50 C.M.R. at page 4, 1 M.J. at page 6.

I believe that the thrust of Goode is to recognize the defense counsel as an integrated part of the court-martial review process with the responsibility of assuring that all significant errors or deficiencies in the staff judge advocate’s post-trial review are identified before the convening authority first acts upon the record of trial.1 As Judge Ferguson stated in United States v. Wilson, 9 U.S.C.M.A. 223, 26 C.M.R. 3, 6 (1958):

[W]e cannot escape the conclusion that the post-trial review and the action of the convening authority together represent an integral first step in an accused’s climb up the appellate ladder. This step is oftentimes the most critical of all for an accused because of the convening authority’s broad powers which are not enjoyed by boards of review or even by this Court. It is while the case is at the convening authority level that the accused stands the greatest chance of being relieved from the consequences of a harsh finding or a severe sentence.

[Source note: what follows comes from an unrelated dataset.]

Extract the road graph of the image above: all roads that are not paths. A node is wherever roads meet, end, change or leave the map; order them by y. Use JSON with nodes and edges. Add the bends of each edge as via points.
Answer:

To me, it would be enigmatic on the one hand to compel the defense counsel, upon penalty of waiver, to assert his objection at trial to matters for which an accused is entitled to protection under the Constitution and military law 2 and, on the other, to allow defense counsel, without fear of waiver, to discover error in the post-trial review and remain silent in the hope of favorable appellate action. Such favorable action usually consists of returning the record for a new review and action, and, in my view, this is exactly the result that Goode was intended to eliminate.

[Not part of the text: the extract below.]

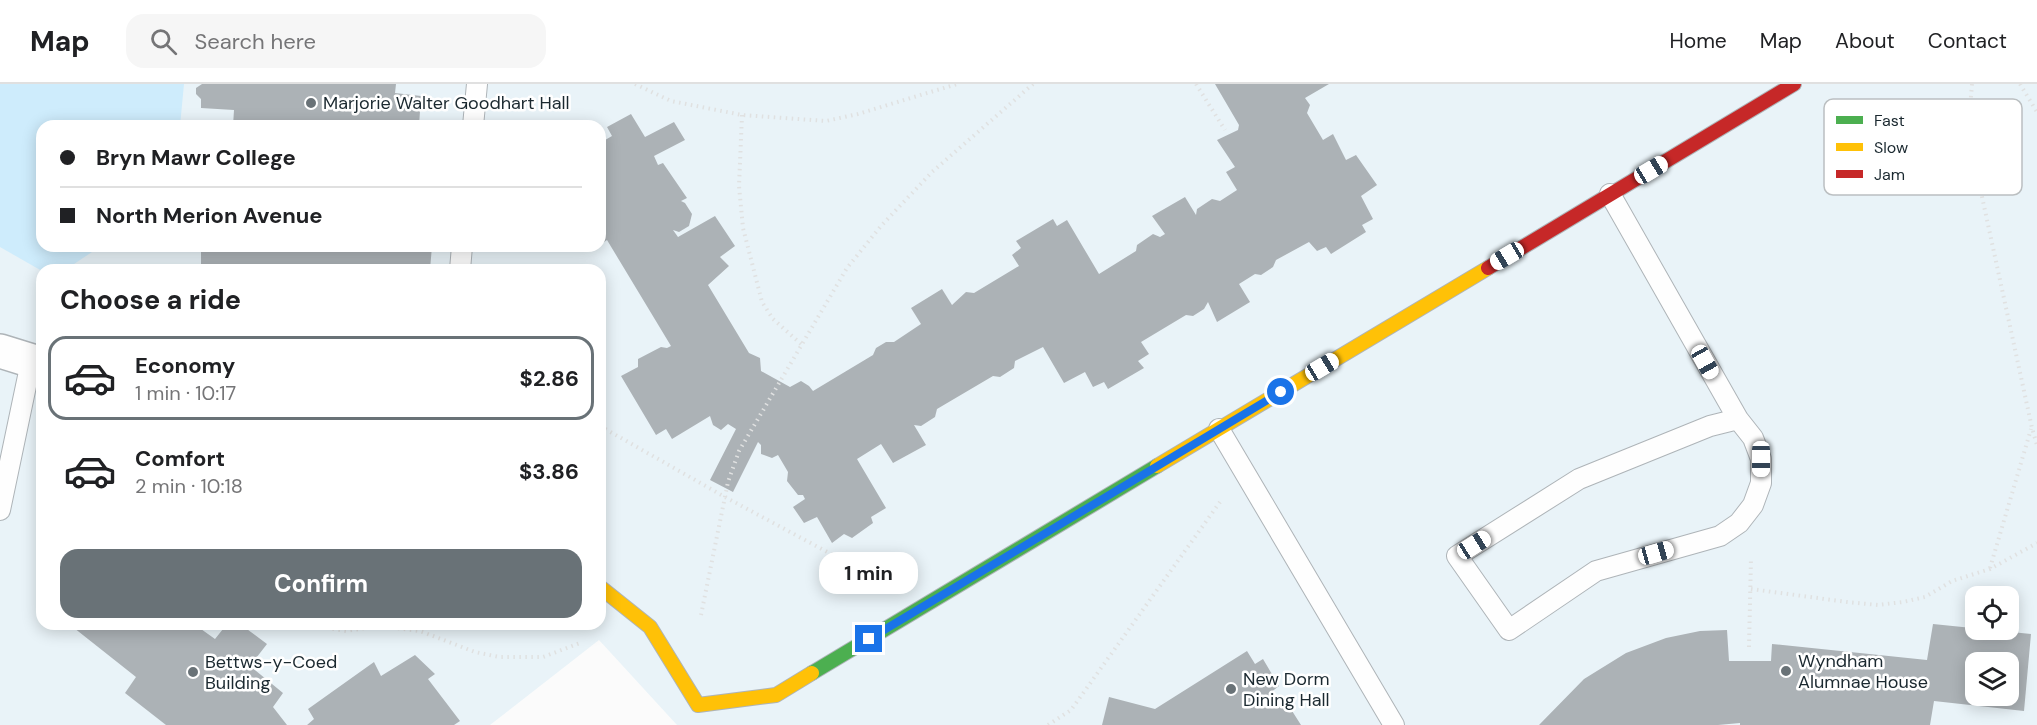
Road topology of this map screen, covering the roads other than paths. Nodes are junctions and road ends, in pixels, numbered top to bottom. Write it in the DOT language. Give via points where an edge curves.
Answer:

I wish to emphasize, however, that I would extend the Goode doctrine only to errors or deficiencies in the review itself which do not reach the level of substantial injustice. See UCMJ, Article 59, 10 U.S.C. § 859. Clearly, Goode could not be employed to effect a waiver of a substantial error occurring at trial simply because it was not detected or discussed by the reviewer, or was justified by faulty legal reasoning. In such event, I would echo the words of former Chief Judge Quinn that “whenever, to do substantial justice, it becomes necessary to notice an error, then objection or no objection, . . . that error will not be noted.” United States v. Fisher, 4 U.S.C.M.A. 152, 15 C.M.R. 152, 156 (1954). What I read Goode to mean is that those errors generated by the reviewer in reviewing the case must be raised by the defense counsel for the benefit of the convening authority, or they will be waived. I would not apply Goode beyond this, for we will not let the dogma of consistency impede the exercise of our jurisdiction where the substantial rights of the accused may be imperiled.

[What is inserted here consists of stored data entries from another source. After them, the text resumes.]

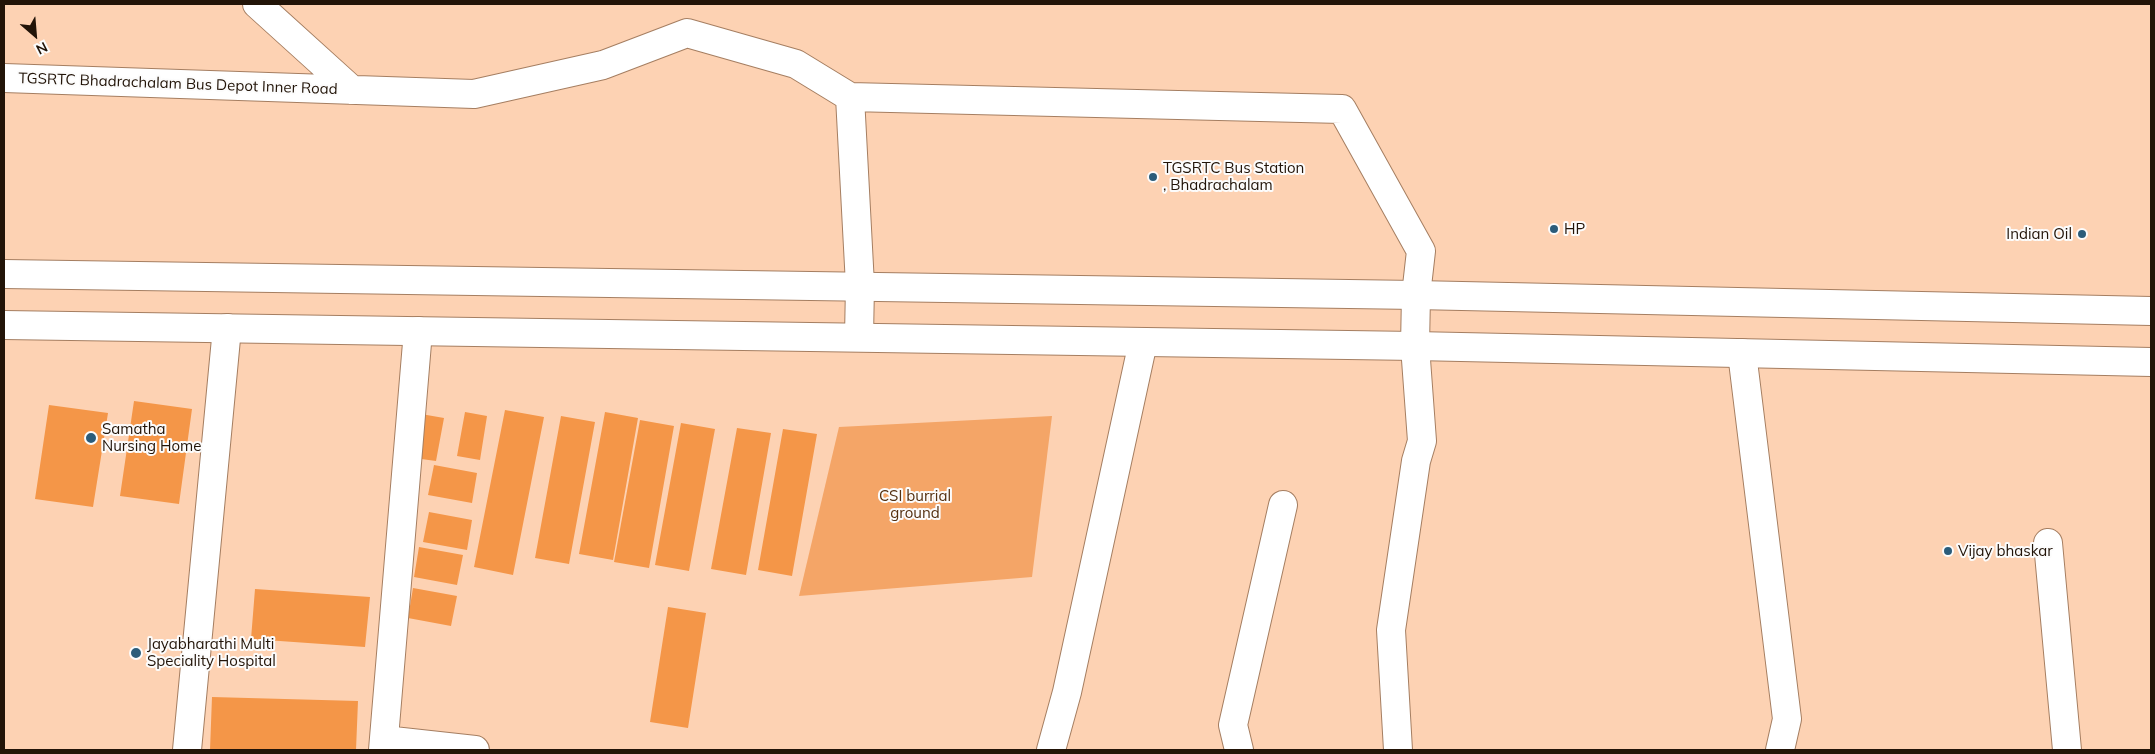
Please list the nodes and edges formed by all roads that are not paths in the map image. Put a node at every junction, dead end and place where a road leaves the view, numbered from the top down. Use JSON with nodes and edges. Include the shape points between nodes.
{"nodes":[{"id":1,"x":257,"y":4,"type":"edge"},
{"id":2,"x":4,"y":78,"type":"edge"},
{"id":3,"x":352,"y":90,"type":"junction"},
{"id":4,"x":850,"y":97,"type":"junction"},
{"id":5,"x":4,"y":274,"type":"edge"},
{"id":6,"x":860,"y":286,"type":"junction"},
{"id":7,"x":1416,"y":295,"type":"junction"},
{"id":8,"x":2151,"y":311,"type":"edge"},
{"id":9,"x":4,"y":325,"type":"edge"},
{"id":10,"x":227,"y":328,"type":"junction"},
{"id":11,"x":418,"y":331,"type":"junction"},
{"id":12,"x":859,"y":337,"type":"junction"},
{"id":13,"x":1143,"y":342,"type":"junction"},
{"id":14,"x":1415,"y":346,"type":"junction"},
{"id":15,"x":1742,"y":354,"type":"junction"},
{"id":16,"x":2151,"y":362,"type":"edge"},
{"id":17,"x":1283,"y":506,"type":"dead end"},
{"id":18,"x":2048,"y":544,"type":"dead end"},
{"id":19,"x":1236,"y":737,"type":"edge"},
{"id":20,"x":383,"y":745,"type":"edge"},
{"id":21,"x":187,"y":750,"type":"edge"},
{"id":22,"x":475,"y":750,"type":"edge"},
{"id":23,"x":1051,"y":750,"type":"edge"},
{"id":24,"x":1221,"y":750,"type":"edge"},
{"id":25,"x":1398,"y":750,"type":"edge"},
{"id":26,"x":1780,"y":750,"type":"edge"},
{"id":27,"x":2067,"y":750,"type":"edge"}],
"edges":[{"from":1,"to":3,"type":"main road","name":"TGSRTC Bhadrachalam Bus Depot Inner Road"},
{"from":2,"to":3,"type":"main road","name":"TGSRTC Bhadrachalam Bus Depot Inner Road"},
{"from":3,"to":4,"type":"main road","name":"TGSRTC Bhadrachalam Bus Depot Inner Road","via":[[474,94],[603,66],[687,33],[796,64]]},
{"from":4,"to":6,"type":"main road"},
{"from":4,"to":7,"type":"main road","via":[[1342,109],[1420,251]]},
{"from":5,"to":6,"type":"main road"},
{"from":6,"to":7,"type":"main road"},
{"from":6,"to":12,"type":"main road"},
{"from":7,"to":8,"type":"main road"},
{"from":7,"to":14,"type":"main road"},
{"from":9,"to":10,"type":"main road"},
{"from":10,"to":11,"type":"main road"},
{"from":10,"to":21,"type":"main road"},
{"from":11,"to":12,"type":"main road"},
{"from":11,"to":20,"type":"main road"},
{"from":12,"to":13,"type":"main road"},
{"from":13,"to":14,"type":"main road"},
{"from":13,"to":23,"type":"main road","via":[[1067,692]]},
{"from":14,"to":15,"type":"main road"},
{"from":14,"to":25,"type":"main road","via":[[1422,441],[1416,461],[1391,630]]},
{"from":15,"to":16,"type":"main road"},
{"from":15,"to":26,"type":"main road","via":[[1787,719]]},
{"from":17,"to":19,"type":"main road"},
{"from":18,"to":27,"type":"main road"},
{"from":19,"to":24,"type":"main road"},
{"from":20,"to":22,"type":"main road"}]}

Unfortunately, the correct interpretation of Goode has not yet been delineated by the Court of Military Appeals. Until that time, I can only espouse my own opinion, which is at divergence with those of my brothers.3

I would hold, therefore, that the defense counsel, by not challenging the obviously *728erroneous standard used by the staff judge advocate, has waived the issue. Consequently, although I disagree that sentence modification is necessary in this case, I join in affirming the findings of guilty as modified by Judge Orser.

. This interpretation permits me to disregard the disclaimer statement of defense counsel in this case that the defense can be required “to cure any errors or defects in the Staff Judge Advocate’s Review.” If conceded, such a position would render the Goode mandate meaningless.

. See, for example, the following cases in which the waiver doctrine was applied:

United States v. Hendrix, 21 U.S.C.M.A. 412, 45 C.M.R. 186 (1972) (failure to raise illegal search and seizure issue); United States v. Sloan, 22 U.S.C.M.A. 587, 48 C.M.R. 211 (1974) (failure to raise speedy trial issue).

. I note in passing that my views above are supported by the Report of the Task Force on the Administration of Military Justice in the Armed Forces, wherein it was recommended that the review of the convening authority be limited to clemency considerations, “and, except in capital cases, [to] leave to the trial defense counsel the responsibility of submitting an assignment of errors — an appeal — to an appropriate Court of Military Review.” Report, page 94 (DoD 30 November 1972).